The council asked the voters to come up with $4 million in revenue as “the council looks for about $4 million in savings per year or enhanced revenue to equal that four million dollars per year.”
Dan Carson on election day explained, “The street and roads tax would have solved $3 million of that $8 million problem. So if it fails, as it now seems to be doing, we still have an $8 million a year problem to deal with. It’s still doable, but we’ll have our work cut out for us.”
That will clearly be a job for the new council to tackle.
From my perspective, there were several mistakes made here with this tax.
First, the council decided to put two measures on the ballot at once. That almost invited people to pick one rather than both. They naturally voted for the less expensive parks tax, which was a renewal, rather than the new $99 roads tax.
Second, had the council put a Utility User Tax or another majority tax on the ballot, we might not be having the discussion. A clear majority supported Measure I, but it was just well short of the supermajority needed for passage.
Instead, the council appears to have missed the window for a general tax – which can only come during a council election.
The next chance for a parcel tax would be this fall, but the school district is likely to have at least a facilities bond if not a voter-inspired parcel tax.

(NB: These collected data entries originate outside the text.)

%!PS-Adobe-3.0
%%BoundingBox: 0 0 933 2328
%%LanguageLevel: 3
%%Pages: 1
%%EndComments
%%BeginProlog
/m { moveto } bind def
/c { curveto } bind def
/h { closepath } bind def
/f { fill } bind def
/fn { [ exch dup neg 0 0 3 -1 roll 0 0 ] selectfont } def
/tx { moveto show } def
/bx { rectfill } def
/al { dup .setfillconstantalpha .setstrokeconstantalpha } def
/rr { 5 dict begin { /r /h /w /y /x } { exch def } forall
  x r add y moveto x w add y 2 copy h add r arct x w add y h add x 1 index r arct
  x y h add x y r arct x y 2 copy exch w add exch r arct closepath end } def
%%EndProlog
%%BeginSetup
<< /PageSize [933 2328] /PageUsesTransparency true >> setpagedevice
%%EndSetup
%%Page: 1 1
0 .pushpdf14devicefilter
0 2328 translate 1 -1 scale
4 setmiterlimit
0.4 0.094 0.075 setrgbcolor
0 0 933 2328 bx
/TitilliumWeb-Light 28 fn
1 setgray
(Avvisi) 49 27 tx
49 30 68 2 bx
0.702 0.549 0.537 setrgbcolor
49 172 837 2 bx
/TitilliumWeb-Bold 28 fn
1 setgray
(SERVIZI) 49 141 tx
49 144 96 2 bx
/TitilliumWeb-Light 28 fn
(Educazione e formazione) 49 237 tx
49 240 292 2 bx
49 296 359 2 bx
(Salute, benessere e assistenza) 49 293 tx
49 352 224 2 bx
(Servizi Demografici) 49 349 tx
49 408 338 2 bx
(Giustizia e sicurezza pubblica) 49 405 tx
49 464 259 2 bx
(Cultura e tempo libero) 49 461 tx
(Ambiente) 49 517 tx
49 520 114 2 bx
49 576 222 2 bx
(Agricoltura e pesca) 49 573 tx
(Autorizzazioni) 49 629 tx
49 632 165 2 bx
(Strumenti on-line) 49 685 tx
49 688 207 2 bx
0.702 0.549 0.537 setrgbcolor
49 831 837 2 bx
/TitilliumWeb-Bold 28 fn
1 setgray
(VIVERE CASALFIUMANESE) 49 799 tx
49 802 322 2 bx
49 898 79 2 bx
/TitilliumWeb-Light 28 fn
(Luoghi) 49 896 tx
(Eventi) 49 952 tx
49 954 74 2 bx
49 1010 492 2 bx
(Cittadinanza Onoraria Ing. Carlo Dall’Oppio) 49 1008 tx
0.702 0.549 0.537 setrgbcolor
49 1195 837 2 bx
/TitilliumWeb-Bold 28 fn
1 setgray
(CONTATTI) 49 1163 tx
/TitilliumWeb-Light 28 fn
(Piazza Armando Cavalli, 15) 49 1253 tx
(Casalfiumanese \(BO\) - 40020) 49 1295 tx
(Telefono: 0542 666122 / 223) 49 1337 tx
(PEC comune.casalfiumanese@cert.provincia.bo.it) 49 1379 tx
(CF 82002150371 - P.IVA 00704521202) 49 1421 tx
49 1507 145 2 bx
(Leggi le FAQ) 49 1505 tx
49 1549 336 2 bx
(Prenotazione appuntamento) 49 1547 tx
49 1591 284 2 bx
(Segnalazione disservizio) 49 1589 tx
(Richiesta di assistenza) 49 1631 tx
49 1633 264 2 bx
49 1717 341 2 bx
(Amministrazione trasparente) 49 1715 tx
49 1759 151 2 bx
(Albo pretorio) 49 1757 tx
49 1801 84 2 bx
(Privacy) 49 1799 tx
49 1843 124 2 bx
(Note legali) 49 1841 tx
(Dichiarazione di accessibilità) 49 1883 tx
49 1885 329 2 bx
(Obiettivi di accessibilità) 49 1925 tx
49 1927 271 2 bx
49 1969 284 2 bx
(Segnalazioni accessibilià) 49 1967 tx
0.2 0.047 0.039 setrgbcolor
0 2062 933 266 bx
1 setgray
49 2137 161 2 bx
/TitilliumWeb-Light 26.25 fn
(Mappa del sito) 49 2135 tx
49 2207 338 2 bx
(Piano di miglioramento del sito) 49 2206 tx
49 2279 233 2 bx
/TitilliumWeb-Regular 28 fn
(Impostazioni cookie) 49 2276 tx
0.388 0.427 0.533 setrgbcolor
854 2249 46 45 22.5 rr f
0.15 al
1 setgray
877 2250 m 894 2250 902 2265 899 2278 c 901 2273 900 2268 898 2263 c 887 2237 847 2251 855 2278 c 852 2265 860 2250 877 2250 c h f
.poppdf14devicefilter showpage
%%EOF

Moreover, they would have to vote in the next month or so to put it on for November and that doesn’t seem to be in the works.
Finally, I would argue that the city ran a very low key campaign when they needed to run a much more robust campaign. This might work for the parks, but the council needed to actually sell the voters on a tax. They needed to run a campaign like they did in 2013 for the water project, with a professional consultant and plan of attack. Instead, it was an almost invisible effort and the result was predictable.
I think it is important for folks to remember that the cost of roads goes up each time we fail to address the backlog. And it goes up fairly rapidly. Right now we are addressing, at most, half of our annual road repair needs each year, which means that the costs for the other half go up precipitously.
It would be valuable for the city to do those calculations and lay out the cost. They probably should have done this for the last election as well.
We indeed have our work cut out for us here. We’ll see what the next council decides to do.